Colonizada na década de 1950 por migrantes gaúchos de ascendência italiana, a cidade também tem em suas origens influências de imigrantes alemães e poloneses. Agora, no século XXI, Medianeira ganhou uma colônia de imigrantes haitianos.

Quase todos os adultos vindos do Haiti estão empregados em uma das duas grandes cooperativas agroindustriais com sede no município, a Frimesa e a Lar. “Percebemos que aqueles que chegam primeiro chamam parentes e amigos e vão se acolhendo. Identificamos, em pesquisa feita em 2017, que o objetivo de vida deles é trabalhar e ajudar a família”, ressalta Silvia Biesdorf Sangaleti, assistente social da prefeitura de Medianeira.

 

Com Olthon foi assim. Primeiro trabalhou em Itajaí (SC), numa indústria de alimentos. Ao juntar dinheiro, trouxe a esposa para o Brasil. Depois, chegou Fabienne Altide, de 22 anos, irmã de Ronie. Hoje, os três trabalham em frigoríficos da Frimesa.

Fora da câmara fria, onde trabalha, Olthon gosta de jogar futebol nas tardes de sábado. Ele é o zagueiro nas partidas que reúnem funcionários da cooperativa. A renda do haitiano e da esposa, que trabalha no  setor de desossa da Frimesa, não permite gastos supérfluos.

Só de aluguel os dois pagam pelo menos R$ 1 mil por mês. O dinheiro que sobra vai para o Haiti. O filho Robenthon, que está sob os cuidados dos avós, já frequenta a escola. E não é de graça.

Arredores de Itaipu

Olthon e Ronie moram no bairro que leva o nome de Itaipu, em referência à gigantesca hidrelétrica que está a 60 quilômetros, em Foz do Iguaçu. E eles não estão sozinhos. Outros haitianos concentram-se no bairro pelo fato de estar mais perto da Frimesa. Fica fácil ir a pé ou de bicicleta para o trabalho.

Moram no mesmo quintal de Olthon, Ronie e Fabienne, em outras duas pequenas casas, mais duas famílias vindas do Haiti. Inquilino de uma delas, Michel Gasper, de 40 anos, pede para conversar com a reportagem. Sente a necessidade de contar a sua história.

Era pedreiro quando deixou o seu país, há quatro anos. Também estabeleceu-se primeiro em Santa Catarina. Trabalhou por lá durante quase três anos, mandando dinheiro para a esposa e os cinco filhos. Quando deixou a empresa, o valor da rescisão contratual foi suficiente para comprar a passagem para a mulher, Christamene, de 38 anos.

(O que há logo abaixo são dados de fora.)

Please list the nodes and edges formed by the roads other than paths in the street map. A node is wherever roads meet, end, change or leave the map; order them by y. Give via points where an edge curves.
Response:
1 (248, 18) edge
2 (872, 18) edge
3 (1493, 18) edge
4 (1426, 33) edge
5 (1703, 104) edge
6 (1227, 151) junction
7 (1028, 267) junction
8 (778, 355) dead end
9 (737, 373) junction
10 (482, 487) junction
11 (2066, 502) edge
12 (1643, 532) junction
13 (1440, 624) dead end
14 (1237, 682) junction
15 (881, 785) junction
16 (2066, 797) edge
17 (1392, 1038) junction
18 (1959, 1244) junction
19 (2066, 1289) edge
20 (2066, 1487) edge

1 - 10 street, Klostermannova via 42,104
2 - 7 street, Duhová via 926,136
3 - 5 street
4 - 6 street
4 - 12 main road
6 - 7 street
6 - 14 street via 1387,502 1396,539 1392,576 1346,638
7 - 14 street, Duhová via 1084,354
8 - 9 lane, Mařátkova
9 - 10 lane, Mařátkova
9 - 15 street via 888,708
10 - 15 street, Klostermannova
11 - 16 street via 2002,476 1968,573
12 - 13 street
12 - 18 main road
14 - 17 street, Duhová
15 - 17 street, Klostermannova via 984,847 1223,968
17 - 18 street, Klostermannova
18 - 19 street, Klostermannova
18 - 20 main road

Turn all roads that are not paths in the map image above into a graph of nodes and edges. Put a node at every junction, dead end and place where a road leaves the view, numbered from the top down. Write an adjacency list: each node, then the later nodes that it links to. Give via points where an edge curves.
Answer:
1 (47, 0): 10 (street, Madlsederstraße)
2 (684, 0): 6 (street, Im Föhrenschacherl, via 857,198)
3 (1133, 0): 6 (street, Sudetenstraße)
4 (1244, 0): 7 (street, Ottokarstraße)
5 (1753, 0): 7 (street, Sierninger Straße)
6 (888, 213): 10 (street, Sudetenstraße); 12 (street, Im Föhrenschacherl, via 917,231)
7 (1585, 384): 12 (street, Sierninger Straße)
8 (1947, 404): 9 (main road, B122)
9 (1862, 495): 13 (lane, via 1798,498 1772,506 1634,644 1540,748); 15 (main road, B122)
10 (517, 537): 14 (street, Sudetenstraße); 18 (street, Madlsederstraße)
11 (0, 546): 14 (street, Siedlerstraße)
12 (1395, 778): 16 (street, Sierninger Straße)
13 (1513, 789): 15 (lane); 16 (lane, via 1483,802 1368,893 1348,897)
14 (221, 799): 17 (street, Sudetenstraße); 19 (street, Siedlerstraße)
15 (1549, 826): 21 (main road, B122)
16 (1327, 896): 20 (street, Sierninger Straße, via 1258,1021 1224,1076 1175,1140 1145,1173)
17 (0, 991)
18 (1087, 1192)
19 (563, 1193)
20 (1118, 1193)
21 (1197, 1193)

Juntos em solo brasileiro, escolheram Medianeira para começar um grande desafio em suas vidas: uma tentativa de comprar as passagens – em torno de R$ 35 mil – para os cinco filhos, entre 4 e 14 anos de idade.

Silvia Biesdorf, assistente social da prefeitura de Medianeira (Foto: Sergio Ranalli)

 

Guismy Lambre, de 26 anos, é um sujeito que gosta de paz. Em 2014, ele se cansou dos constantes conflitos no Haiti e decidiu comprar uma passagem aérea até Quito, no Equador. Dali, embarcou em um ônibus para uma viagem de quase três dias, por via terrestre, passando pelo Peru, até entrar no Brasil pelo Estado do Acre.

Do Acre, aproveitou os ônibus disponibilizados por empresários do oeste do Paraná, que se engajaram em missões humanitárias para ajudar os muitos haitianos que chegaram ao país naquele ano, e se deslocou para Cascavel.

Em 2017, conseguiu trazer a esposa, Fenite, de 24 anos. O segundo filho do casal, Hudson, de 1 ano, já nasceu no Brasil. Recentemente, mudaram-se para Medianeira, graças a uma vaga de emprego para ele na Frimesa, na área de produção de alimentos. A outra filha deles, Germanica, de 6, está no Haiti. Planejam trazer a menina e Rose, de 9, filha de Guismy com outra mulher.

Nova vida em Palotina

Palotina, também no oeste paranaense, tem 31 mil habitantes, segundo o IBGE. Até a primeira metade da década de 1950, as terras do atual município eram cobertas por densa mata. Uma empresa colonizadora do Rio Grande do Sul abriu os lotes, atraindo, sobretudo, gaúchos e catarinenses para formar a cidade.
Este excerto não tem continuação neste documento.